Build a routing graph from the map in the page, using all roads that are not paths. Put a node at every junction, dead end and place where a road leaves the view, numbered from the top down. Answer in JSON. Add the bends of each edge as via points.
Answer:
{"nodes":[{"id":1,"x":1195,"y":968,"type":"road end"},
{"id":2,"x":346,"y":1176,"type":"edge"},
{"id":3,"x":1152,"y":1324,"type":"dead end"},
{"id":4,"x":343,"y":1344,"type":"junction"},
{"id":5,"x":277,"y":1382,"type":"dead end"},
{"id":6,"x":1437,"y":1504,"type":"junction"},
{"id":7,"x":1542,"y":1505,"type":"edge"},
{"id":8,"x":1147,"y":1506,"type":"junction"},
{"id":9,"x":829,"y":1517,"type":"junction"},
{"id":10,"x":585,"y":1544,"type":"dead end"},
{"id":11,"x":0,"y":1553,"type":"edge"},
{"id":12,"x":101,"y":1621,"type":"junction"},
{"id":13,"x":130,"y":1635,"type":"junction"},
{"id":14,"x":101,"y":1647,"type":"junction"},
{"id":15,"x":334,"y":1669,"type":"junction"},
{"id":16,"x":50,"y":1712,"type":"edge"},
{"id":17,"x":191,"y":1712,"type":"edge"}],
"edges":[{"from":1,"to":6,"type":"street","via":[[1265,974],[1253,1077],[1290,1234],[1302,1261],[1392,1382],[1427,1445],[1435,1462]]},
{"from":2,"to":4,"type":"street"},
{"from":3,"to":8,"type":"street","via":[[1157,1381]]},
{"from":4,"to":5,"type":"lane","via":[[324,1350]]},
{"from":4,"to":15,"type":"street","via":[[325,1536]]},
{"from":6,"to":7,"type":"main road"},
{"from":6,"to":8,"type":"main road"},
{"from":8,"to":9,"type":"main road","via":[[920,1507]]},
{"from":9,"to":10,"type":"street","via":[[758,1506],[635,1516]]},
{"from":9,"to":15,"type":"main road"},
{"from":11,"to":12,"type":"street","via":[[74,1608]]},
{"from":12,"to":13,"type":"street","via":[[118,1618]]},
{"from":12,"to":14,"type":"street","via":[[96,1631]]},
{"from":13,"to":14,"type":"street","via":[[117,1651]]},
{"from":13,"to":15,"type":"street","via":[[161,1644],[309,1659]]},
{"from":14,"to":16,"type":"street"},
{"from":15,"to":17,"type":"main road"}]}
* * *
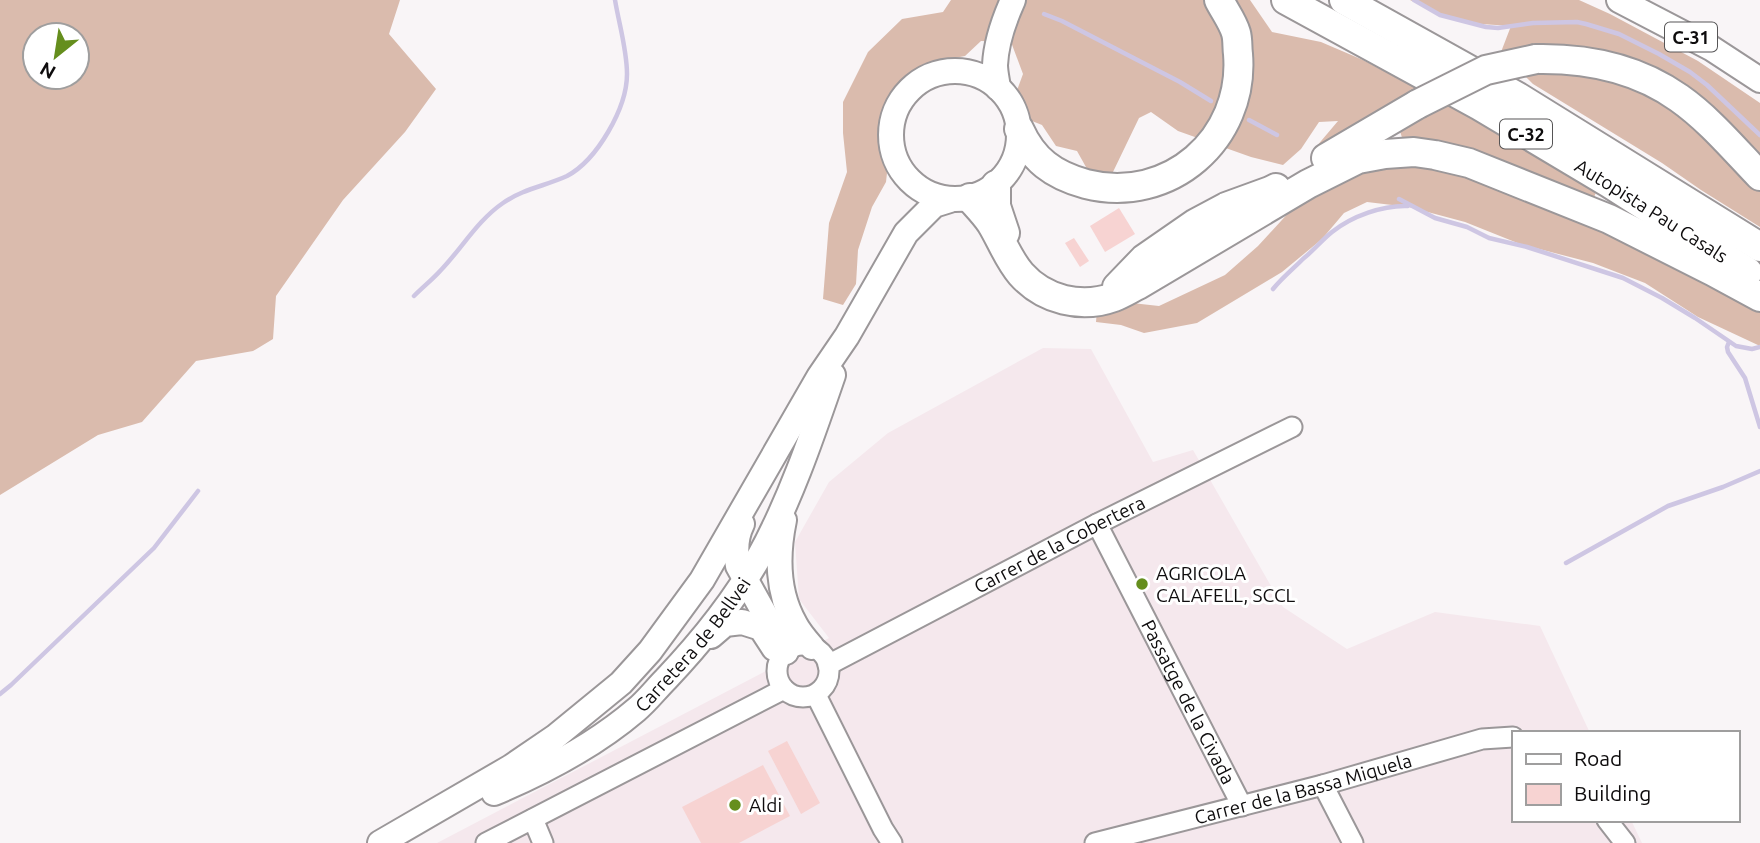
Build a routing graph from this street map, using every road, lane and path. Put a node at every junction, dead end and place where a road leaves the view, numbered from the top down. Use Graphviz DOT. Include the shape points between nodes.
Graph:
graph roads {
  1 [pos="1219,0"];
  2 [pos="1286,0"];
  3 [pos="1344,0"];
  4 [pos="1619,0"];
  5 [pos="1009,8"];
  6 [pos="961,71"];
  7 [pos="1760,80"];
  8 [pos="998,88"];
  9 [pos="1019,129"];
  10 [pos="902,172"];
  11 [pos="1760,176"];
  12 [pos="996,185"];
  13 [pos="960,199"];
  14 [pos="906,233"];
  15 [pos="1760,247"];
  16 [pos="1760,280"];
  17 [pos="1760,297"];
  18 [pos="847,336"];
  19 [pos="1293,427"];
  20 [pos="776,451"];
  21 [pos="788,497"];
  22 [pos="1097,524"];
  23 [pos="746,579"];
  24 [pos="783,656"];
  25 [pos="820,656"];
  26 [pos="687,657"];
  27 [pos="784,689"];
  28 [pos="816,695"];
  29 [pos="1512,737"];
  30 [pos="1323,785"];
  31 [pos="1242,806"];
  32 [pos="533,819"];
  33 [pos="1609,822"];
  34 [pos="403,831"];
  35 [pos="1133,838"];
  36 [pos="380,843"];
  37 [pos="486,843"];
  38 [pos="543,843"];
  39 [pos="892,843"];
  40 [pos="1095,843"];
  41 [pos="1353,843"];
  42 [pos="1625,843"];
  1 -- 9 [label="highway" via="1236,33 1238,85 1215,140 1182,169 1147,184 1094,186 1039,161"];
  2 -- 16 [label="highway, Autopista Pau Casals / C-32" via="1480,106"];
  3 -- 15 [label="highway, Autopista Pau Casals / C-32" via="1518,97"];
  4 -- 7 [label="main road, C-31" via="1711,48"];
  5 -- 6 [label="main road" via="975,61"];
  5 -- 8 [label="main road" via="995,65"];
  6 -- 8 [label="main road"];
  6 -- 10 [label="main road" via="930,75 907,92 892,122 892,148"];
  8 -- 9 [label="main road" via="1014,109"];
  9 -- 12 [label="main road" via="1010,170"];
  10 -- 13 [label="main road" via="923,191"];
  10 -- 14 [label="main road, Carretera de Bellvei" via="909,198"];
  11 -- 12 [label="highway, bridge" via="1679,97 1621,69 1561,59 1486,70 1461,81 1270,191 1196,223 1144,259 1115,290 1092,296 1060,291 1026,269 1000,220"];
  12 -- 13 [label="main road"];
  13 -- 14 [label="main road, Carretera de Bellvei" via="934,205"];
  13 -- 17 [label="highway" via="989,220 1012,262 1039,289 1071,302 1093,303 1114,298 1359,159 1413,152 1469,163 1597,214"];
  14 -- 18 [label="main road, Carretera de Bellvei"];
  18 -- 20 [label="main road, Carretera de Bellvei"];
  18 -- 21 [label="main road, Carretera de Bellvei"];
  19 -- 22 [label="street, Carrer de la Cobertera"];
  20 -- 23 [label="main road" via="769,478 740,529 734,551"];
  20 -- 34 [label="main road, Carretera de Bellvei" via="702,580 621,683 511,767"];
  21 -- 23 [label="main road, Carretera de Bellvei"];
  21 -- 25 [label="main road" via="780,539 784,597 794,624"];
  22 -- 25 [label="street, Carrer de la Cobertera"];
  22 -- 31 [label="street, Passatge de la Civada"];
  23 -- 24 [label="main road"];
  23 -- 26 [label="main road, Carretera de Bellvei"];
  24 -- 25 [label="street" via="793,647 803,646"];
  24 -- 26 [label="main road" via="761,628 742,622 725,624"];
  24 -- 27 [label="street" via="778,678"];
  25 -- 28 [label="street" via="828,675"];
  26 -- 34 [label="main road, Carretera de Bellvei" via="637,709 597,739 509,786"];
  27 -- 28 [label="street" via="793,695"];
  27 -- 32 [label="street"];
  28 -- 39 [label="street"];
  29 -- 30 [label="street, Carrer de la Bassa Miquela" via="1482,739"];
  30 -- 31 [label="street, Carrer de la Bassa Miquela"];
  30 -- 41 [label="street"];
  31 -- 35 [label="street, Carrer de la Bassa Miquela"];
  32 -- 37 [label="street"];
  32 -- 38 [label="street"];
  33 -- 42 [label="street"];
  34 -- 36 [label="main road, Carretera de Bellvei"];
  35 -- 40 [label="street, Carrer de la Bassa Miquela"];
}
...
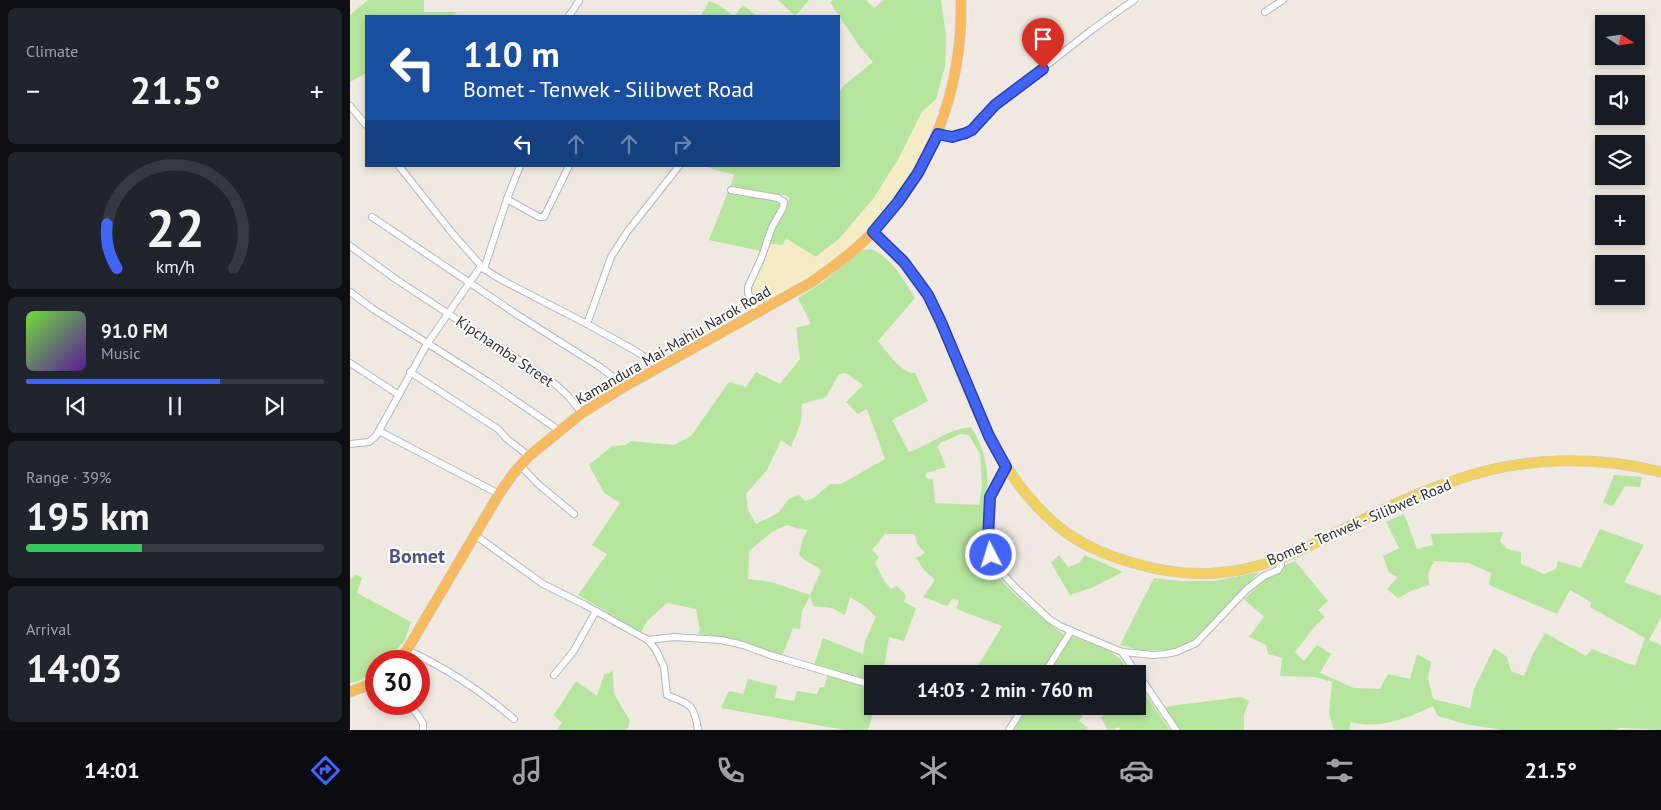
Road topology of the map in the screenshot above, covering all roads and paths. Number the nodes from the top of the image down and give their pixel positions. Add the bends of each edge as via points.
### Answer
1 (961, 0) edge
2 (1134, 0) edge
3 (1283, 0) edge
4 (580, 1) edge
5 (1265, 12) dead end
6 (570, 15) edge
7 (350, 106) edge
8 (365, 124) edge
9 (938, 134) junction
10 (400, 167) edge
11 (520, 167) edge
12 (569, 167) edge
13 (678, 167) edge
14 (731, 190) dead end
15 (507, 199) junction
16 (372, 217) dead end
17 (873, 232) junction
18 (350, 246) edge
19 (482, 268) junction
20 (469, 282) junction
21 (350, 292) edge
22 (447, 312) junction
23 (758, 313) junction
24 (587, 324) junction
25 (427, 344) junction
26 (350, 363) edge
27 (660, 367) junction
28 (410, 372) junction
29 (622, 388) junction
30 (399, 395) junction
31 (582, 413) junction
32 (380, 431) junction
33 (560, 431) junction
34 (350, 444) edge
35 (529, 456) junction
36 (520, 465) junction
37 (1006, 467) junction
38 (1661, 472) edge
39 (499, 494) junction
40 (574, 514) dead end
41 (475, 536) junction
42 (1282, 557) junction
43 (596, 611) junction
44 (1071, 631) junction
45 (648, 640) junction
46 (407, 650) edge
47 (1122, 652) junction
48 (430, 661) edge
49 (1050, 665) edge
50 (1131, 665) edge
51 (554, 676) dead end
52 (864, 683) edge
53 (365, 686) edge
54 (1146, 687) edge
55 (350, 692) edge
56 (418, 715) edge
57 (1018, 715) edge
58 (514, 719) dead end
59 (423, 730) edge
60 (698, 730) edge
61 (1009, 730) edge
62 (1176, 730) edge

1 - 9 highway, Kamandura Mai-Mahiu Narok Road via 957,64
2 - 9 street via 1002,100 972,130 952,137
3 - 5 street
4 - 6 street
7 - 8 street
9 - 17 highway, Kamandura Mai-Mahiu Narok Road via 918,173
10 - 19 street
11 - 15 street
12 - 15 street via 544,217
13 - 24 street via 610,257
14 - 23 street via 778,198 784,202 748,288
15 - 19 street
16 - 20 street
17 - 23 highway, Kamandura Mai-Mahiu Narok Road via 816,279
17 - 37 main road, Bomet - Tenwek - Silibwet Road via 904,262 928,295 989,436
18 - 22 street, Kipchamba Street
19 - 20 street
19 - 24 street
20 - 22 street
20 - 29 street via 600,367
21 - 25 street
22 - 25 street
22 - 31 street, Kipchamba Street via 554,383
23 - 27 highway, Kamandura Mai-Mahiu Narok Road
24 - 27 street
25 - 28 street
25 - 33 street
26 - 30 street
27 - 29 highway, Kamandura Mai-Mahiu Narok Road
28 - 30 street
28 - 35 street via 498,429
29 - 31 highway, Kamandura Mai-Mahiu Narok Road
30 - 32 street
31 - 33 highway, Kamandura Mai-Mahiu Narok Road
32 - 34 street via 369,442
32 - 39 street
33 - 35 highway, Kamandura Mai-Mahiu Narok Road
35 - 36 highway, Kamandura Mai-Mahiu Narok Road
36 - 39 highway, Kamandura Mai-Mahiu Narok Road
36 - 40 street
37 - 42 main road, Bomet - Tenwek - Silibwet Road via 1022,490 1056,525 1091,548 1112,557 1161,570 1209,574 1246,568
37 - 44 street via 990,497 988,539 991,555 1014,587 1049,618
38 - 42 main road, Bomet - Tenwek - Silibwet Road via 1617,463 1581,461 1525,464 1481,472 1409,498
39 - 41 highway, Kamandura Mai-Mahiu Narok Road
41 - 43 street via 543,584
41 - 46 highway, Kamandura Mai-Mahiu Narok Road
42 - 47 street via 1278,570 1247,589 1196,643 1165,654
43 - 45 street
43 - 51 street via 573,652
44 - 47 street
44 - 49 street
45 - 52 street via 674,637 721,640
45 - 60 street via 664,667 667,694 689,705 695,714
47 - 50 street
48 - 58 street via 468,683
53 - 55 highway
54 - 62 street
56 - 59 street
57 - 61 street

**Exercise brief**
Show the lines of the material that contain the word "roads".

**Solved exercise**
Build a routing graph from the map in the page, using all roads that are not paths. Put a node at every junction, dead end and place where a road leaves the view, numbered from the top down. Answer in JSON. Add the bends of each edge as via points.
graph roads {
Road topology of the map in the screenshot above, covering all roads and paths. Number the nodes from the top of the image down and give their pixel positions. Add the bends of each edge as via points.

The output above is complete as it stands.